Quais são as causas das vertigens?

  A vertigem, quando ataca, caracteriza-se frequentemente por uma sensação de vertigem giratória e mesmo sintomas de desregulação autonómica, tais como náuseas, vómitos e suores frios. É importante notar que a vertigem geralmente reflecte uma lesão na área vestibular e que é um sintoma, não uma doença. Existem dois tipos principais: vertigem verdadeira e pseudovertigem.
  I. Etiologia
  Há muitas doenças que causam lesões vestibulares e, em geral, as seguintes causas podem ser resumidas.
  1. lesões vestibulares: as lesões na área vestibular situam-se numa zona complexa neuroanatomicamente, uma pequena área com redes de tráfego do tracto corticospinal, cerebelo, cérebro pontino, tronco cerebral, e o oitavo par de nervos cerebrais. As lesões nesta área podem, portanto, ser diferenciadas em nervos periféricos e centrais com base na sua relação neuroanatómica. Nas doenças nervosas periféricas, os ataques de vertigens são frequentemente acompanhados por zumbido, perda de audição e uma forma periférica característica de tremor ocular. No caso da vertigem da doença do nervo central, o tremor ocular toma uma forma específica do tronco cerebral.

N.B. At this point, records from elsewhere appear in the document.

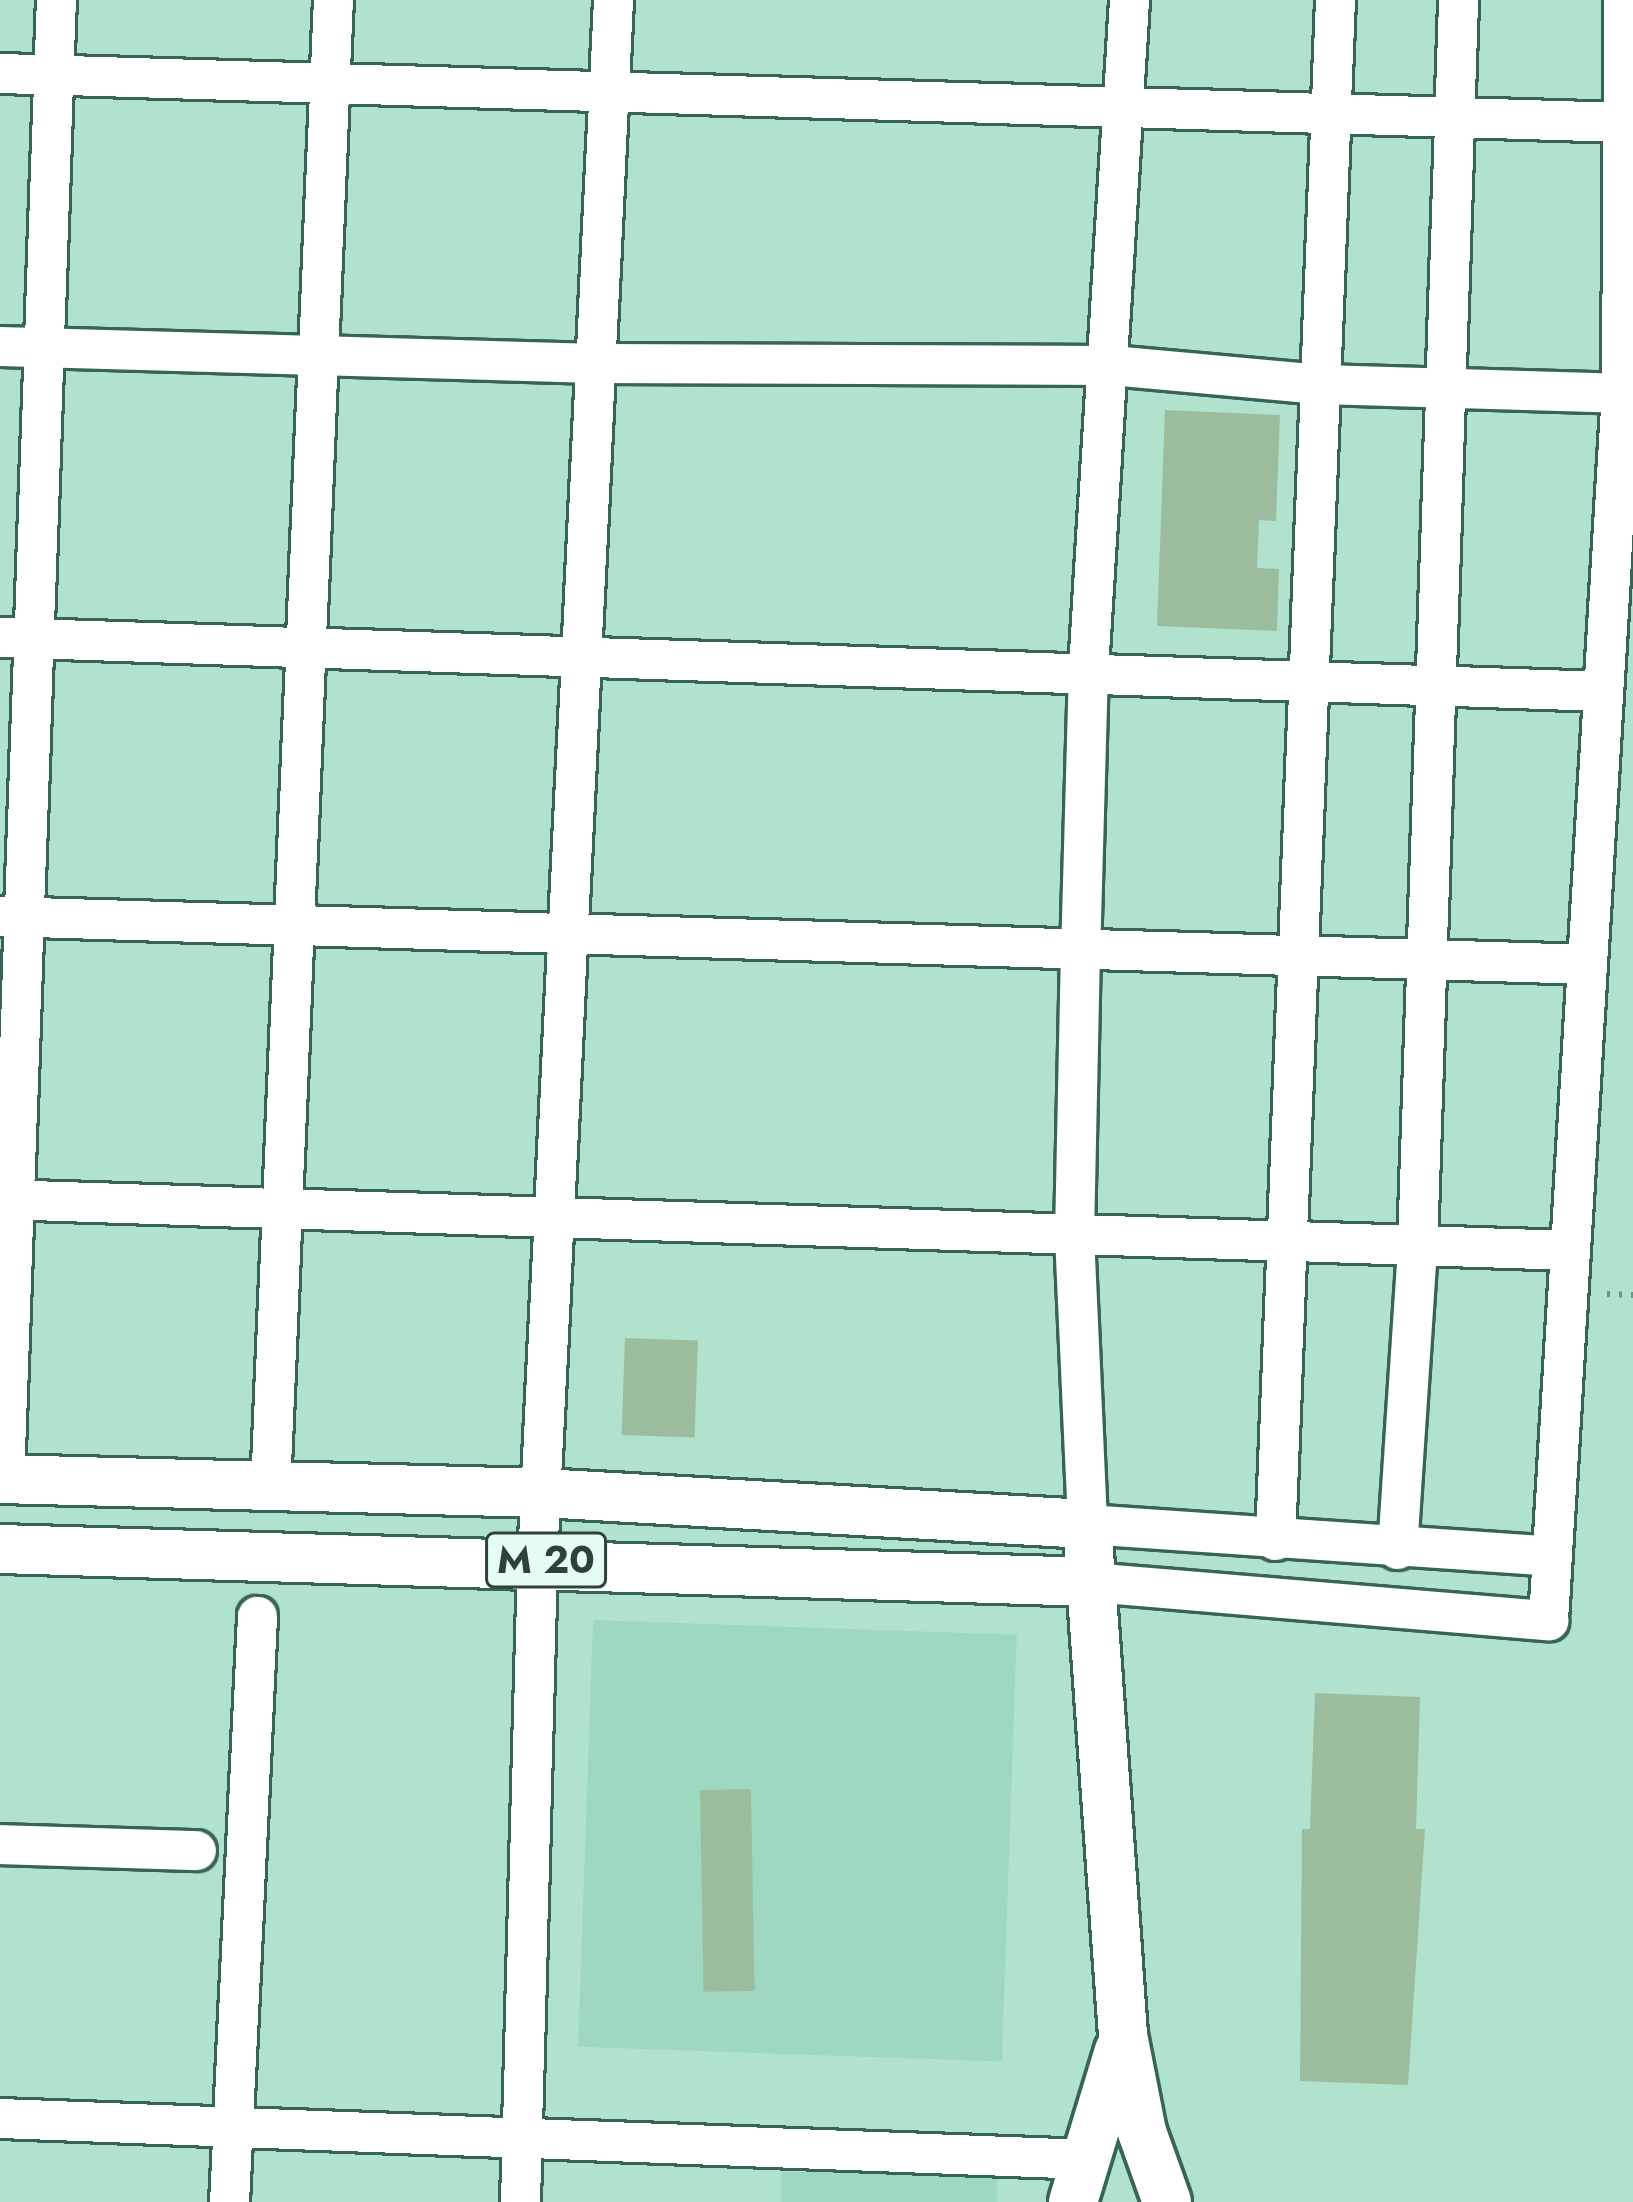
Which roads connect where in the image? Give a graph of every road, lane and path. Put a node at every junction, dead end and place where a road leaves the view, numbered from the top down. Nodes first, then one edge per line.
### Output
1 (56, 0) edge
2 (333, 0) edge
3 (613, 0) edge
4 (1129, 0) edge
5 (1335, 0) edge
6 (1458, 0) edge
7 (1623, 0) edge
8 (0, 73) edge
9 (54, 75) junction
10 (329, 83) junction
11 (608, 92) junction
12 (1127, 103) junction
13 (1330, 114) junction
14 (1455, 118) junction
15 (1623, 122) junction
16 (0, 346) edge
17 (45, 347) junction
18 (317, 355) junction
19 (596, 363) junction
20 (1111, 365) junction
21 (1320, 384) junction
22 (1443, 387) junction
23 (1622, 392) junction
24 (18, 637) edge
25 (305, 647) junction
26 (582, 656) junction
27 (1088, 669) junction
28 (1308, 681) junction
29 (1436, 686) junction
30 (1602, 691) junction
31 (13, 916) edge
32 (292, 925) junction
33 (568, 933) junction
34 (1080, 949) junction
35 (1297, 955) junction
36 (1427, 959) junction
37 (1585, 964) junction
38 (8, 1199) edge
39 (280, 1208) junction
40 (555, 1217) junction
41 (1074, 1234) junction
42 (1286, 1241) junction
43 (1417, 1245) junction
44 (1567, 1250) junction
45 (2, 1479) edge
46 (270, 1489) junction
47 (542, 1493) junction
48 (1087, 1524) junction
49 (1275, 1540) junction
50 (0, 1549) edge
51 (1397, 1549) junction
52 (1547, 1555) junction
53 (537, 1560) junction
54 (1091, 1582) junction
55 (257, 1616) dead end
56 (0, 1844) edge
57 (196, 1850) dead end
58 (1123, 2035) junction
59 (0, 2118) edge
60 (233, 2128) junction
61 (522, 2134) junction
62 (1080, 2181) edge
63 (229, 2202) edge
64 (520, 2202) edge
65 (1167, 2202) edge

1 - 9 street
2 - 10 street
3 - 11 street
4 - 12 street
5 - 13 street
6 - 14 street
7 - 15 street
8 - 9 street
9 - 10 street
9 - 17 street
10 - 11 street
10 - 18 street
11 - 12 street
11 - 19 street
12 - 13 street
12 - 20 street
13 - 14 street
13 - 21 street
14 - 15 street
14 - 22 street
15 - 23 street
16 - 17 street
17 - 18 street
17 - 24 street
18 - 19 street
18 - 25 street
19 - 20 street
19 - 26 street
20 - 21 street
20 - 27 street
21 - 22 street
21 - 28 street
22 - 23 street
22 - 29 street
23 - 30 street
24 - 25 street
24 - 31 street
25 - 26 street
25 - 32 street
26 - 27 street
26 - 33 street
27 - 28 street
27 - 34 street
28 - 29 street
28 - 35 street
29 - 30 street
29 - 36 street
30 - 37 street
31 - 32 street
31 - 38 street
32 - 33 street
32 - 39 street
33 - 34 street
33 - 40 street
34 - 35 street
34 - 41 street
35 - 36 street
35 - 42 street
36 - 37 street
36 - 43 street
37 - 44 street
38 - 39 street
38 - 45 street
39 - 40 street
39 - 46 street
40 - 41 street
40 - 47 street
41 - 42 street
41 - 48 street
42 - 43 street
42 - 49 street
43 - 44 street
43 - 51 street
44 - 52 street
45 - 46 main road, M 20
46 - 47 main road, M 20
47 - 48 main road, M 20
47 - 53 street
48 - 49 street
48 - 54 main road
49 - 51 street
50 - 53 main road, M 20
51 - 52 street
52 - 54 street
53 - 54 main road, M 20
53 - 61 street
54 - 58 main road
55 - 60 street
56 - 57 street
58 - 62 main road
58 - 65 main road
59 - 60 street
60 - 61 street
60 - 63 street
61 - 62 street
61 - 64 street

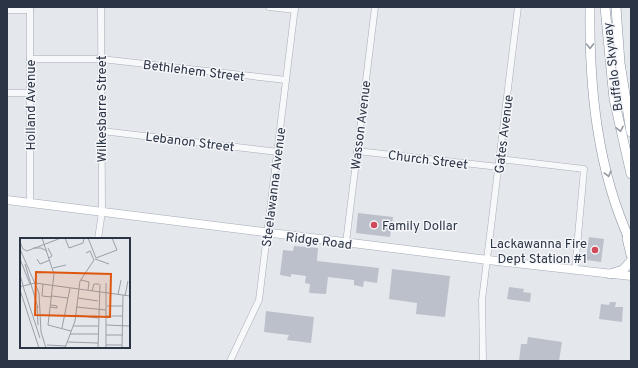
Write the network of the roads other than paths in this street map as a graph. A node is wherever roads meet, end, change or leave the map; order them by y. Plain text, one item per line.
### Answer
1 (101, 7) edge
2 (269, 7) edge
3 (375, 7) edge
4 (518, 7) edge
5 (590, 7) edge
6 (605, 7) edge
7 (616, 7) edge
8 (30, 9) edge
9 (295, 9) edge
10 (7, 10) edge
11 (30, 59) junction
12 (101, 59) junction
13 (286, 80) junction
14 (7, 93) edge
15 (30, 93) junction
16 (102, 131) junction
17 (631, 132) edge
18 (357, 150) junction
19 (278, 152) junction
20 (500, 159) junction
21 (499, 167) junction
22 (631, 174) edge
23 (7, 200) edge
24 (30, 203) junction
25 (102, 212) junction
26 (626, 232) junction
27 (268, 233) junction
28 (98, 238) edge
29 (346, 243) junction
30 (631, 243) edge
31 (631, 256) edge
32 (488, 260) junction
33 (631, 260) edge
34 (575, 270) junction
35 (610, 274) junction
36 (631, 276) edge
37 (230, 361) edge
38 (483, 361) edge

1 - 12 street, Wilkesbarre Street
2 - 9 street
3 - 18 street, Wasson Avenue
4 - 20 street, Gates Avenue
5 -> 26 highway
6 -> 22 highway, Buffalo Skyway
7 - 17 highway, Buffalo Skyway
8 - 10 street
8 - 11 street, Holland Avenue
9 - 13 street, Steelawanna Avenue
11 - 12 street, Bethlehem Street
11 - 15 street, Holland Avenue
12 - 13 street, Bethlehem Street
12 - 16 street, Wilkesbarre Street
13 - 19 street, Steelawanna Avenue
14 - 15 street
15 - 24 street, Holland Avenue
16 - 19 street, Lebanon Street
16 - 25 street, Wilkesbarre Street
18 - 21 street, Church Street
18 - 29 street, Wasson Avenue
19 - 27 street, Steelawanna Avenue
20 - 21 street, Gates Avenue
20 - 34 street
21 - 32 street, Gates Avenue
23 - 24 main road, Ridge Road
24 - 25 main road, Ridge Road
25 - 27 main road, Ridge Road
25 - 28 street, Wilkesbarre Street
26 - 30 highway
26 - 31 highway
27 - 29 main road, Ridge Road
27 - 37 street, Steelawanna Avenue
29 - 32 main road, Ridge Road
32 - 34 main road, Ridge Road
32 - 38 street, Gates Avenue
33 - 35 highway
34 - 35 main road, Ridge Road
35 - 36 main road, Ridge Road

  II. perturbações dos nervos periféricos
  1. vertigens paroxísticas benignas.
  Este tipo de vertigem é muito comum em clínicas ambulatórias, ocorre nos idosos e é frequentemente desencadeada por uma posição corporal específica. Após alguns minutos de ataques, se não se pára de se mover, a vertigem pára, mas se a posição muda novamente, a vertigem volta a aparecer. Sem qualquer tratamento, os sintomas resolver-se-ão por si mesmos em seis meses. A teoria popular da causa desta desordem é que os otólitos que governam o equilíbrio do ouvido interno degeneram e caem, formando pequenas partículas livres que afectam o fluxo da endolinfa quando a posição muda, causando vertigens. Outra teoria é que um pequeno caminho sai do ouvido médio para alcançar o ouvido interno, afectando a diferença de pressão entre o lado esquerdo e o direito e causando vertigens.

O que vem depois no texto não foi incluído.